→ Aim of the exercise:
When "Wolna" occurs in a line of the material, copy that line.

BEGIN Given entries

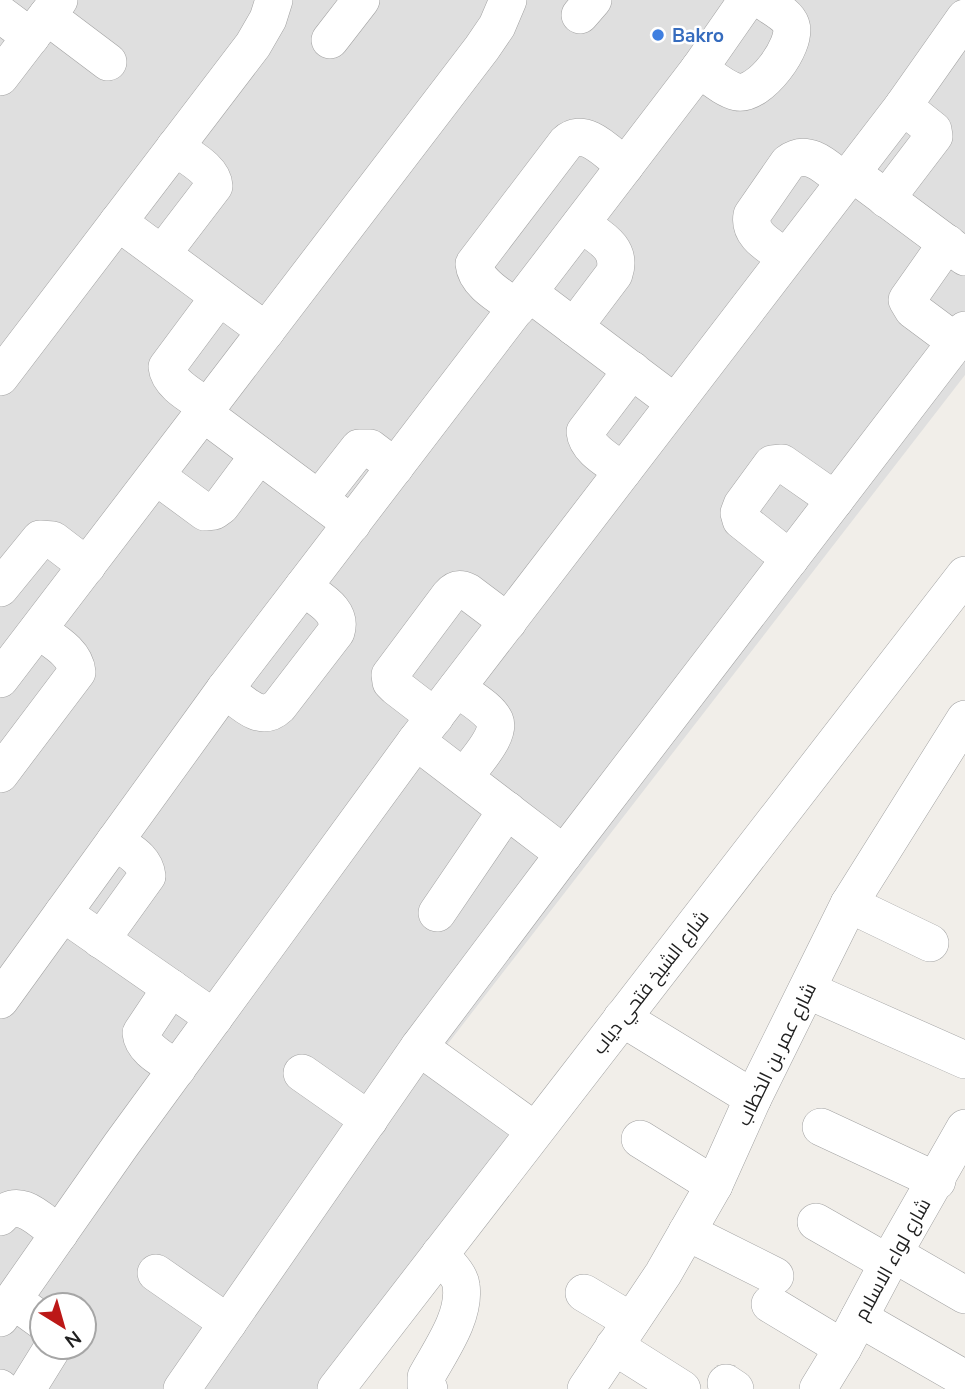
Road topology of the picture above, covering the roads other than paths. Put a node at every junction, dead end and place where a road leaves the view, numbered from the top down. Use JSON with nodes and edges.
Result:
{"nodes":[{"id":1,"x":274,"y":0,"type":"edge"},
{"id":2,"x":361,"y":0,"type":"edge"},
{"id":3,"x":508,"y":0,"type":"edge"},
{"id":4,"x":747,"y":0,"type":"edge"},
{"id":5,"x":762,"y":0,"type":"edge"},
{"id":6,"x":0,"y":14,"type":"edge"},
{"id":7,"x":46,"y":18,"type":"edge"},
{"id":8,"x":965,"y":18,"type":"edge"},
{"id":9,"x":330,"y":40,"type":"dead end"},
{"id":10,"x":108,"y":62,"type":"dead end"},
{"id":11,"x":699,"y":69,"type":"junction"},
{"id":12,"x":0,"y":77,"type":"edge"},
{"id":13,"x":903,"y":106,"type":"junction"},
{"id":14,"x":175,"y":147,"type":"junction"},
{"id":15,"x":625,"y":166,"type":"junction"},
{"id":16,"x":848,"y":177,"type":"junction"},
{"id":17,"x":886,"y":199,"type":"junction"},
{"id":18,"x":118,"y":222,"type":"junction"},
{"id":19,"x":581,"y":224,"type":"junction"},
{"id":20,"x":956,"y":250,"type":"edge"},
{"id":21,"x":162,"y":254,"type":"junction"},
{"id":22,"x":785,"y":257,"type":"junction"},
{"id":23,"x":219,"y":296,"type":"junction"},
{"id":24,"x":523,"y":300,"type":"junction"},
{"id":25,"x":574,"y":327,"type":"junction"},
{"id":26,"x":266,"y":331,"type":"junction"},
{"id":27,"x":960,"y":336,"type":"edge"},
{"id":28,"x":5,"y":360,"type":"edge"},
{"id":29,"x":632,"y":370,"type":"junction"},
{"id":30,"x":675,"y":403,"type":"junction"},
{"id":31,"x":205,"y":410,"type":"junction"},
{"id":32,"x":259,"y":455,"type":"junction"},
{"id":33,"x":395,"y":467,"type":"junction"},
{"id":34,"x":623,"y":471,"type":"junction"},
{"id":35,"x":156,"y":475,"type":"junction"},
{"id":36,"x":319,"y":499,"type":"junction"},
{"id":37,"x":835,"y":500,"type":"junction"},
{"id":38,"x":352,"y":524,"type":"junction"},
{"id":39,"x":790,"y":559,"type":"junction"},
{"id":40,"x":87,"y":566,"type":"junction"},
{"id":41,"x":965,"y":575,"type":"edge"},
{"id":42,"x":303,"y":587,"type":"junction"},
{"id":43,"x":0,"y":590,"type":"edge"},
{"id":44,"x":508,"y":622,"type":"junction"},
{"id":45,"x":40,"y":627,"type":"junction"},
{"id":46,"x":0,"y":679,"type":"edge"},
{"id":47,"x":457,"y":688,"type":"junction"},
{"id":48,"x":225,"y":689,"type":"junction"},
{"id":49,"x":965,"y":719,"type":"edge"},
{"id":50,"x":426,"y":729,"type":"junction"},
{"id":51,"x":953,"y":767,"type":"edge"},
{"id":52,"x":0,"y":774,"type":"edge"},
{"id":53,"x":464,"y":777,"type":"junction"},
{"id":54,"x":507,"y":810,"type":"junction"},
{"id":55,"x":115,"y":841,"type":"junction"},
{"id":56,"x":564,"y":854,"type":"junction"},
{"id":57,"x":849,"y":904,"type":"junction"},
{"id":58,"x":63,"y":913,"type":"junction"},
{"id":59,"x":437,"y":913,"type":"dead end"},
{"id":60,"x":102,"y":940,"type":"junction"},
{"id":61,"x":930,"y":943,"type":"dead end"},
{"id":62,"x":171,"y":988,"type":"junction"},
{"id":63,"x":807,"y":990,"type":"junction"},
{"id":64,"x":0,"y":1000,"type":"edge"},
{"id":65,"x":214,"y":1018,"type":"junction"},
{"id":66,"x":622,"y":1018,"type":"junction"},
{"id":67,"x":419,"y":1047,"type":"junction"},
{"id":68,"x":965,"y":1060,"type":"edge"},
{"id":69,"x":177,"y":1069,"type":"junction"},
{"id":70,"x":302,"y":1073,"type":"dead end"},
{"id":71,"x":753,"y":1098,"type":"junction"},
{"id":72,"x":369,"y":1120,"type":"junction"},
{"id":73,"x":821,"y":1127,"type":"dead end"},
{"id":74,"x":965,"y":1129,"type":"edge"},
{"id":75,"x":534,"y":1130,"type":"junction"},
{"id":76,"x":640,"y":1139,"type":"dead end"},
{"id":77,"x":950,"y":1172,"type":"edge"},
{"id":78,"x":714,"y":1185,"type":"junction"},
{"id":79,"x":0,"y":1217,"type":"edge"},
{"id":80,"x":816,"y":1222,"type":"dead end"},
{"id":81,"x":687,"y":1231,"type":"junction"},
{"id":82,"x":59,"y":1234,"type":"junction"},
{"id":83,"x":440,"y":1254,"type":"junction"},
{"id":84,"x":891,"y":1259,"type":"junction"},
{"id":85,"x":156,"y":1273,"type":"dead end"},
{"id":86,"x":584,"y":1293,"type":"dead end"},
{"id":87,"x":965,"y":1294,"type":"edge"},
{"id":88,"x":6,"y":1309,"type":"edge"},
{"id":89,"x":28,"y":1316,"type":"edge"},
{"id":90,"x":228,"y":1323,"type":"junction"},
{"id":91,"x":851,"y":1333,"type":"junction"},
{"id":92,"x":622,"y":1334,"type":"junction"},
{"id":93,"x":44,"y":1361,"type":"edge"},
{"id":94,"x":965,"y":1379,"type":"edge"},
{"id":95,"x":27,"y":1389,"type":"edge"},
{"id":96,"x":182,"y":1389,"type":"edge"},
{"id":97,"x":336,"y":1389,"type":"edge"},
{"id":98,"x":429,"y":1389,"type":"edge"},
{"id":99,"x":586,"y":1389,"type":"edge"},
{"id":100,"x":682,"y":1389,"type":"edge"},
{"id":101,"x":818,"y":1389,"type":"edge"}],
"edges":[{"from":1,"to":14,"type":"street"},
{"from":2,"to":9,"type":"street"},
{"from":3,"to":26,"type":"street"},
{"from":4,"to":11,"type":"street"},
{"from":5,"to":11,"type":"street"},
{"from":6,"to":7,"type":"street"},
{"from":7,"to":10,"type":"street"},
{"from":7,"to":12,"type":"street"},
{"from":8,"to":13,"type":"street"},
{"from":11,"to":15,"type":"street"},
{"from":13,"to":16,"type":"street"},
{"from":13,"to":17,"type":"street"},
{"from":14,"to":18,"type":"street"},
{"from":14,"to":21,"type":"street"},
{"from":15,"to":19,"type":"street"},
{"from":15,"to":24,"type":"street"},
{"from":16,"to":17,"type":"street"},
{"from":16,"to":22,"type":"street"},
{"from":16,"to":22,"type":"street"},
{"from":17,"to":20,"type":"street"},
{"from":18,"to":21,"type":"street"},
{"from":18,"to":28,"type":"street"},
{"from":19,"to":24,"type":"street"},
{"from":19,"to":25,"type":"street"},
{"from":20,"to":27,"type":"street"},
{"from":21,"to":23,"type":"street"},
{"from":22,"to":30,"type":"street"},
{"from":23,"to":26,"type":"street"},
{"from":23,"to":31,"type":"street"},
{"from":24,"to":25,"type":"street"},
{"from":24,"to":33,"type":"street"},
{"from":25,"to":29,"type":"street"},
{"from":26,"to":31,"type":"street"},
{"from":27,"to":37,"type":"street"},
{"from":29,"to":30,"type":"street"},
{"from":29,"to":34,"type":"street"},
{"from":30,"to":34,"type":"street"},
{"from":31,"to":32,"type":"street"},
{"from":31,"to":35,"type":"street"},
{"from":32,"to":35,"type":"street"},
{"from":32,"to":36,"type":"street"},
{"from":33,"to":36,"type":"street"},
{"from":33,"to":38,"type":"street"},
{"from":34,"to":44,"type":"street"},
{"from":35,"to":40,"type":"street"},
{"from":36,"to":38,"type":"street"},
{"from":37,"to":39,"type":"street"},
{"from":37,"to":39,"type":"street"},
{"from":38,"to":42,"type":"street"},
{"from":39,"to":56,"type":"street"},
{"from":40,"to":43,"type":"street"},
{"from":40,"to":45,"type":"street"},
{"from":41,"to":66,"type":"street","name":"شارع الشيخ فتحي دياب"},
{"from":42,"to":48,"type":"street"},
{"from":42,"to":48,"type":"street"},
{"from":43,"to":45,"type":"street"},
{"from":44,"to":47,"type":"street"},
{"from":44,"to":50,"type":"street"},
{"from":45,"to":46,"type":"street"},
{"from":45,"to":52,"type":"street"},
{"from":47,"to":50,"type":"street"},
{"from":47,"to":53,"type":"street"},
{"from":48,"to":55,"type":"street"},
{"from":49,"to":51,"type":"street","name":"شارع عمر بن الخطاب"},
{"from":50,"to":53,"type":"street"},
{"from":50,"to":65,"type":"street"},
{"from":51,"to":57,"type":"street","name":"شارع عمر بن الخطاب"},
{"from":53,"to":54,"type":"street"},
{"from":54,"to":56,"type":"street"},
{"from":54,"to":59,"type":"street"},
{"from":55,"to":58,"type":"street"},
{"from":55,"to":60,"type":"street"},
{"from":56,"to":67,"type":"street"},
{"from":57,"to":61,"type":"street"},
{"from":57,"to":63,"type":"street","name":"شارع عمر بن الخطاب"},
{"from":58,"to":60,"type":"street"},
{"from":58,"to":64,"type":"street"},
{"from":60,"to":62,"type":"street"},
{"from":62,"to":65,"type":"street"},
{"from":62,"to":69,"type":"street"},
{"from":63,"to":68,"type":"street"},
{"from":63,"to":71,"type":"street","name":"شارع عمر بن الخطاب"},
{"from":65,"to":69,"type":"street"},
{"from":66,"to":71,"type":"street"},
{"from":66,"to":75,"type":"street","name":"شارع الشيخ فتحي دياب"},
{"from":67,"to":72,"type":"street"},
{"from":67,"to":75,"type":"street"},
{"from":69,"to":82,"type":"street"},
{"from":70,"to":72,"type":"street"},
{"from":71,"to":78,"type":"street","name":"شارع عمر بن الخطاب"},
{"from":72,"to":90,"type":"street"},
{"from":73,"to":77,"type":"street"},
{"from":74,"to":77,"type":"street","name":"شارع لواء الاسلام"},
{"from":75,"to":83,"type":"street","name":"شارع الشيخ فتحي دياب"},
{"from":76,"to":78,"type":"street"},
{"from":77,"to":84,"type":"street","name":"شارع لواء الاسلام"},
{"from":78,"to":81,"type":"street","name":"شارع عمر بن الخطاب"},
{"from":79,"to":82,"type":"street"},
{"from":80,"to":84,"type":"street"},
{"from":81,"to":91,"type":"street"},
{"from":81,"to":92,"type":"street","name":"شارع عمر بن الخطاب"},
{"from":82,"to":88,"type":"street"},
{"from":83,"to":97,"type":"street","name":"شارع الشيخ فتحي دياب"},
{"from":83,"to":98,"type":"street"},
{"from":84,"to":87,"type":"street"},
{"from":84,"to":91,"type":"street","name":"شارع لواء الاسلام"},
{"from":85,"to":90,"type":"street"},
{"from":86,"to":92,"type":"street"},
{"from":88,"to":89,"type":"street"},
{"from":90,"to":96,"type":"street"},
{"from":91,"to":94,"type":"street"},
{"from":91,"to":101,"type":"street","name":"شارع لواء الاسلام"},
{"from":92,"to":99,"type":"street","name":"شارع عمر بن الخطاب"},
{"from":92,"to":100,"type":"street"},
{"from":93,"to":95,"type":"street"}]}
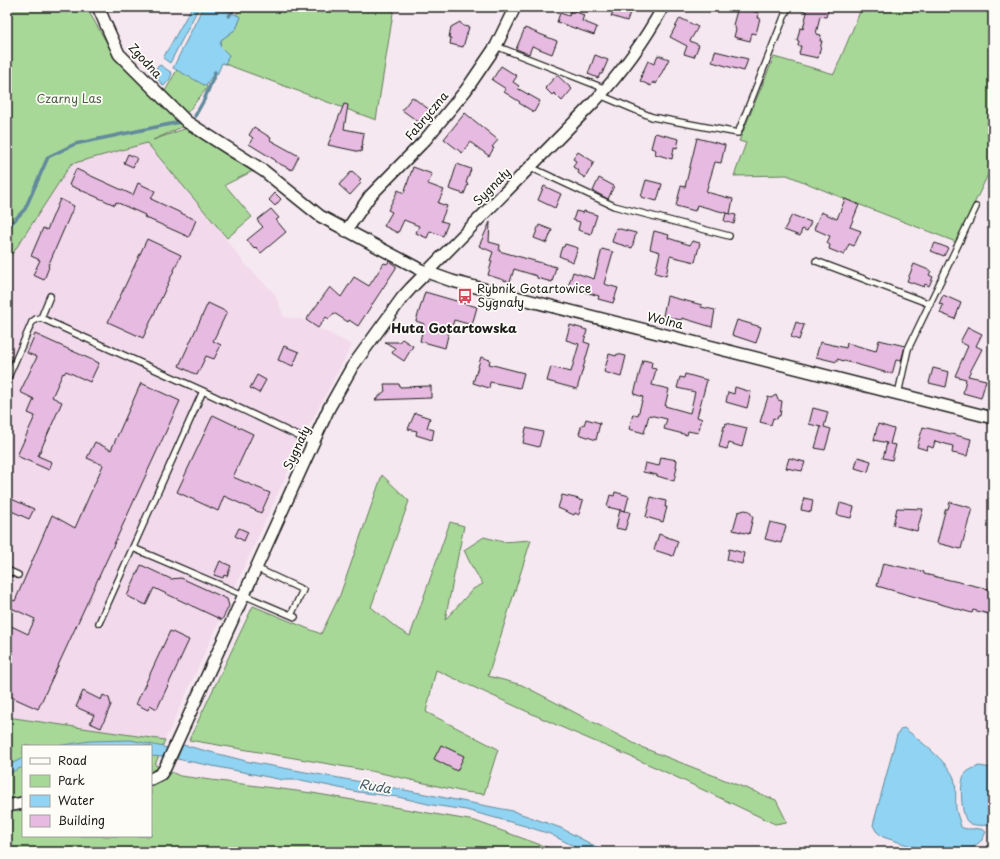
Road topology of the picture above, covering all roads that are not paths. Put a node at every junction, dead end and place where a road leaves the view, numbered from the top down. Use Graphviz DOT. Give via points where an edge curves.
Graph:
graph roads {
  1 [pos="98,7"];
  2 [pos="515,7"];
  3 [pos="663,7"];
  4 [pos="788,7"];
  5 [pos="496,46"];
  6 [pos="603,92"];
  7 [pos="530,167"];
  8 [pos="976,207"];
  9 [pos="346,231"];
  10 [pos="729,236"];
  11 [pos="816,261"];
  12 [pos="426,272"];
  13 [pos="50,296"];
  14 [pos="930,304"];
  15 [pos="41,318"];
  16 [pos="7,380"];
  17 [pos="204,391"];
  18 [pos="898,394"];
  19 [pos="993,418"];
  20 [pos="313,443"];
  21 [pos="133,548"];
  22 [pos="256,568"];
  23 [pos="7,570"];
  24 [pos="18,574"];
  25 [pos="244,595"];
  26 [pos="99,623"];
  27 [pos="152,778"];
  28 [pos="22,803"];
  29 [pos="7,806"];
  1 -- 9 [label="street, Zgodna" via="119,54 187,122 264,171 320,216"];
  2 -- 5 [label="street, Fabryczna"];
  3 -- 6 [label="street, Sygnały" via="636,50"];
  4 -- 6 [label="lane" via="738,133 652,117"];
  5 -- 6 [label="lane"];
  5 -- 9 [label="street, Fabryczna" via="466,90 425,140 370,196"];
  6 -- 7 [label="street, Sygnały"];
  7 -- 10 [label="lane" via="614,206"];
  7 -- 12 [label="street, Sygnały"];
  8 -- 14 [label="lane"];
  9 -- 12 [label="street"];
  11 -- 14 [label="lane"];
  12 -- 18 [label="street, Wolna" via="452,281"];
  12 -- 20 [label="street, Sygnały" via="402,298 352,367"];
  13 -- 15 [label="lane"];
  14 -- 18 [label="lane" via="908,349"];
  15 -- 16 [label="lane" via="32,322"];
  15 -- 17 [label="lane"];
  17 -- 20 [label="lane"];
  17 -- 21 [label="lane"];
  18 -- 19 [label="street, Wolna"];
  20 -- 22 [label="street, Sygnały"];
  21 -- 25 [label="lane"];
  21 -- 26 [label="lane"];
  22 -- 25 [label="street, Sygnały"];
  22 -- 25 [label="lane" via="303,590 293,616"];
  23 -- 24 [label="lane"];
  25 -- 27 [label="street, Sygnały" via="165,768 161,774"];
  28 -- 29 [label="street"];
}
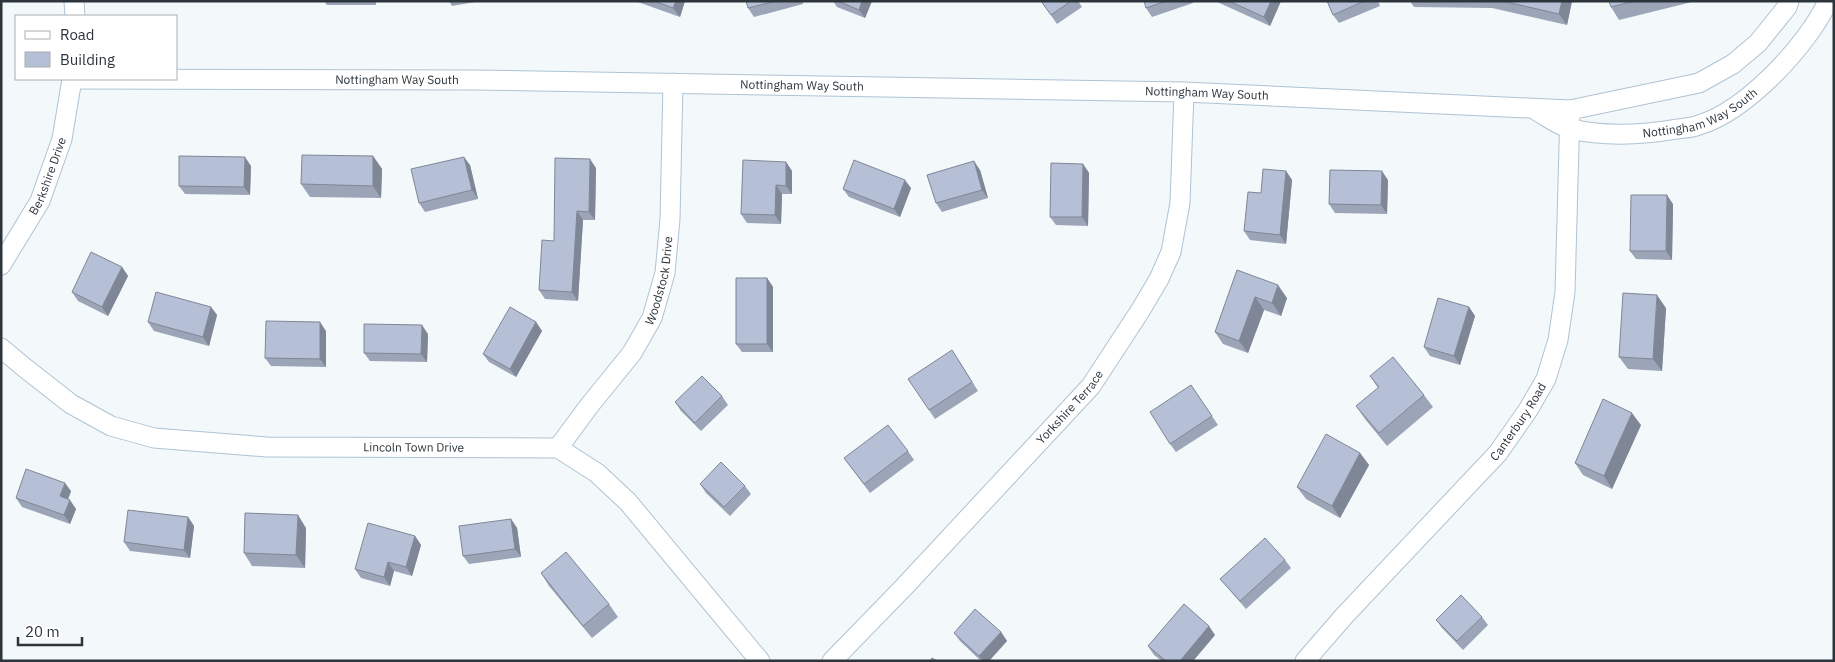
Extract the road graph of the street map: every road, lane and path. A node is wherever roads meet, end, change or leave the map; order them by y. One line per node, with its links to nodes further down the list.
1 (74, 1): 4 (street)
2 (1789, 1): 9 (street, Nottingham Way South)
3 (1828, 1): 9 (street, Nottingham Way South)
4 (75, 15)
5 (178, 79): 7 (street, Nottingham Way South)
6 (72, 80): 10 (street, Berkshire Drive)
7 (673, 84): 8 (street, Nottingham Way South); 12 (street, Woodstock Drive)
8 (1184, 92): 9 (street, Nottingham Way South); 14 (street, Yorkshire Terrace)
9 (1570, 119): 15 (street, Canterbury Road)
10 (1, 265)
11 (1, 348): 12 (street, Lincoln Town Drive)
12 (558, 448): 13 (street)
13 (760, 661)
14 (832, 661)
15 (1305, 661)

END Given entries

→ Result:
  12 -- 18 [label="street, Wolna" via="452,281"];
  18 -- 19 [label="street, Wolna"];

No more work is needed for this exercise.